#### [Your objective]
An unchanged copy of all the lines below is expected, and it should contain no pictures.

.....

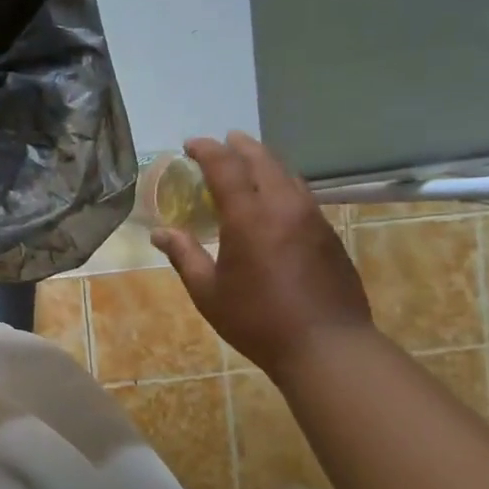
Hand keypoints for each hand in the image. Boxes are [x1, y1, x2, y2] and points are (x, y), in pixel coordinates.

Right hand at [151, 133, 372, 377]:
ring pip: (287, 174)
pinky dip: (282, 182)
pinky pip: (302, 194)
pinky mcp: (329, 234)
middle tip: (222, 141)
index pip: (226, 167)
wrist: (328, 347)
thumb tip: (160, 233)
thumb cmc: (258, 320)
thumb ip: (184, 256)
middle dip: (239, 146)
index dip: (207, 150)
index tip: (190, 145)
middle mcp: (283, 207)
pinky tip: (274, 197)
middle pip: (262, 160)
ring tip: (248, 160)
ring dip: (264, 161)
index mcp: (249, 218)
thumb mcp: (208, 292)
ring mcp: (312, 218)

.....

#### [Answer section]
Hand keypoints for each hand in the image. Boxes are [x1, y1, x2, y2] and points are (x, y), in pixel coordinates.

Right hand at [151, 133, 372, 377]:
ring pip: (287, 174)
pinky dip: (282, 182)
pinky pip: (302, 194)
pinky mcp: (329, 234)
middle tip: (222, 141)
index pip: (226, 167)
wrist: (328, 347)
thumb tip: (160, 233)
thumb cmc: (258, 320)
thumb ip: (184, 256)
middle dip: (239, 146)
index dip: (207, 150)
index tip: (190, 145)
middle mcp: (283, 207)
pinky tip: (274, 197)
middle pip: (262, 160)
ring tip: (248, 160)
ring dip: (264, 161)
index mcp: (249, 218)
thumb mcp: (208, 292)
ring mcp: (312, 218)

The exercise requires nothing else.